» To do:
Go through the records below and copy out every line that contains the word "nodes".

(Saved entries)
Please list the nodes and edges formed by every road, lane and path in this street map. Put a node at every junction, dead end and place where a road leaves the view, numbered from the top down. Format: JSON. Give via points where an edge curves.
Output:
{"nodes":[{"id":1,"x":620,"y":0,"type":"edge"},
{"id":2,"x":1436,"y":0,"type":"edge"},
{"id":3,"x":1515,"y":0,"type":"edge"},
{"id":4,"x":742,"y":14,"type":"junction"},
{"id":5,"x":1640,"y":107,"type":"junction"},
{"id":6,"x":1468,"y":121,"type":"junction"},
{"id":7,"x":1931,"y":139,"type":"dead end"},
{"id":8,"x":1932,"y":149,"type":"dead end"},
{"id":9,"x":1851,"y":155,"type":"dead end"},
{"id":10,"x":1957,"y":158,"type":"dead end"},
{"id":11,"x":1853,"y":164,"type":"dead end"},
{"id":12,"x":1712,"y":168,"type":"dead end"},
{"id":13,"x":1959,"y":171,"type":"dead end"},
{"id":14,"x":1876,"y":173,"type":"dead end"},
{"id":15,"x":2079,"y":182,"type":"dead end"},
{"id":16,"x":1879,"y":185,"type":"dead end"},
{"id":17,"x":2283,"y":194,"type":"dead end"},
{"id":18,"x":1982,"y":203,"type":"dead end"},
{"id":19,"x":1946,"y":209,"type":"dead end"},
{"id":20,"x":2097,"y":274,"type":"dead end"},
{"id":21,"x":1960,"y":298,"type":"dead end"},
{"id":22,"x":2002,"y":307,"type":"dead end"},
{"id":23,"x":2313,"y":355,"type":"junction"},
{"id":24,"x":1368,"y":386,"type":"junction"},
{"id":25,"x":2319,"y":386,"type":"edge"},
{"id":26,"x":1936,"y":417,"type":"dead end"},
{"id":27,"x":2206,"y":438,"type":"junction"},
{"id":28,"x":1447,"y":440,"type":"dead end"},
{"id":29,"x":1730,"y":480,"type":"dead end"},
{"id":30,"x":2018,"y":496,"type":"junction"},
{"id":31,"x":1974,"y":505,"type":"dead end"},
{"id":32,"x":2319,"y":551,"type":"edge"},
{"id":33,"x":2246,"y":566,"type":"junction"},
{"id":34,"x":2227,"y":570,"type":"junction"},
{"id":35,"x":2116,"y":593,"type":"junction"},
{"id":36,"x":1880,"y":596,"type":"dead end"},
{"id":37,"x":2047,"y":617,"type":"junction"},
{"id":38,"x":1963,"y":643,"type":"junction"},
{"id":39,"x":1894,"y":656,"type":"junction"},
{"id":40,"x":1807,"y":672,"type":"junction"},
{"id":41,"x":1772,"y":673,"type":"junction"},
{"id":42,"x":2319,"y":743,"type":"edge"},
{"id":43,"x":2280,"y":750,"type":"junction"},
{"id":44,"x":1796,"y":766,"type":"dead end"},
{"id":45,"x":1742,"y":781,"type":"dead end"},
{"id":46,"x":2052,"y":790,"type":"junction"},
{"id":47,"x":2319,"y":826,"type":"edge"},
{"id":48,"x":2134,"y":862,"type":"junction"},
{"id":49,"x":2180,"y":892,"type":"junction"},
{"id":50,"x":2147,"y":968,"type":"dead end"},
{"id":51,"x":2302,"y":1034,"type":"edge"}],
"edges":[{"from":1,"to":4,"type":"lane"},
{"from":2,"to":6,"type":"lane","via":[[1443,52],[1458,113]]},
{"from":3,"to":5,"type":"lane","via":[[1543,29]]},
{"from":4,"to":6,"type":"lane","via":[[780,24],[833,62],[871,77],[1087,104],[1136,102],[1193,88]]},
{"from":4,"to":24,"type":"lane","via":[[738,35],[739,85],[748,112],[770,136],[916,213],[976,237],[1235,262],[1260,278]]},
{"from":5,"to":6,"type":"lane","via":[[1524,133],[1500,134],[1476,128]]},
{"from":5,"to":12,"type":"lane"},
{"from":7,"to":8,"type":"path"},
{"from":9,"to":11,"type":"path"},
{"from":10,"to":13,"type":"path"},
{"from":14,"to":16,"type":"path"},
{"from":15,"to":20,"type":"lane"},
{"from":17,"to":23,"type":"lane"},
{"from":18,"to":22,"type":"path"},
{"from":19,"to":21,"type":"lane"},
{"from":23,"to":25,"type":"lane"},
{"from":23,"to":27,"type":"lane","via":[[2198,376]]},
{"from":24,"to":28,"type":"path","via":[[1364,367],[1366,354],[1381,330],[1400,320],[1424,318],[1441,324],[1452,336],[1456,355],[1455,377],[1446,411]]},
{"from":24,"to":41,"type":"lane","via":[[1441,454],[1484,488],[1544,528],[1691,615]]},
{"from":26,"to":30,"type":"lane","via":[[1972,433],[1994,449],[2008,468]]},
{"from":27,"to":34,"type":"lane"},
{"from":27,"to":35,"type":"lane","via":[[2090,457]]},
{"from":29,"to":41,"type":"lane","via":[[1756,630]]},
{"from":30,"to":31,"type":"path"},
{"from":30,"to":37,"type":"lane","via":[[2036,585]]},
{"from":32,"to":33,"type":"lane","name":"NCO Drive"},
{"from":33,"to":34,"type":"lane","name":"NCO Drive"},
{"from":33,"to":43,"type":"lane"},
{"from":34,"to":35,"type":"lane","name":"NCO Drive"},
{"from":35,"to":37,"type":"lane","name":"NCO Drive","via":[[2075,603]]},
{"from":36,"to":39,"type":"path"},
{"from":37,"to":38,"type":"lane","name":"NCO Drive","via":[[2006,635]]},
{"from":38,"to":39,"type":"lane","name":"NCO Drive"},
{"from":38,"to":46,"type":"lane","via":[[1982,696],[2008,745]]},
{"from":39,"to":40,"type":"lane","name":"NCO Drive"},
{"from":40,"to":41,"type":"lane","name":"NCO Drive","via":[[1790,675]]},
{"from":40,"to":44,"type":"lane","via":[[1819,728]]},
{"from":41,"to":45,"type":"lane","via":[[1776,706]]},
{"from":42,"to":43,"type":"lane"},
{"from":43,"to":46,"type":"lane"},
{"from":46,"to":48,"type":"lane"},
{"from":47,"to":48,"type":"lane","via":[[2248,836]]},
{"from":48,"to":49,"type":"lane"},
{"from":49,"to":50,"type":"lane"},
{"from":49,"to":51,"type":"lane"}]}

» Reply to the exercise:
Please list the nodes and edges formed by every road, lane and path in this street map. Put a node at every junction, dead end and place where a road leaves the view, numbered from the top down. Format: JSON. Give via points where an edge curves.
{"nodes":[{"id":1,"x":620,"y":0,"type":"edge"},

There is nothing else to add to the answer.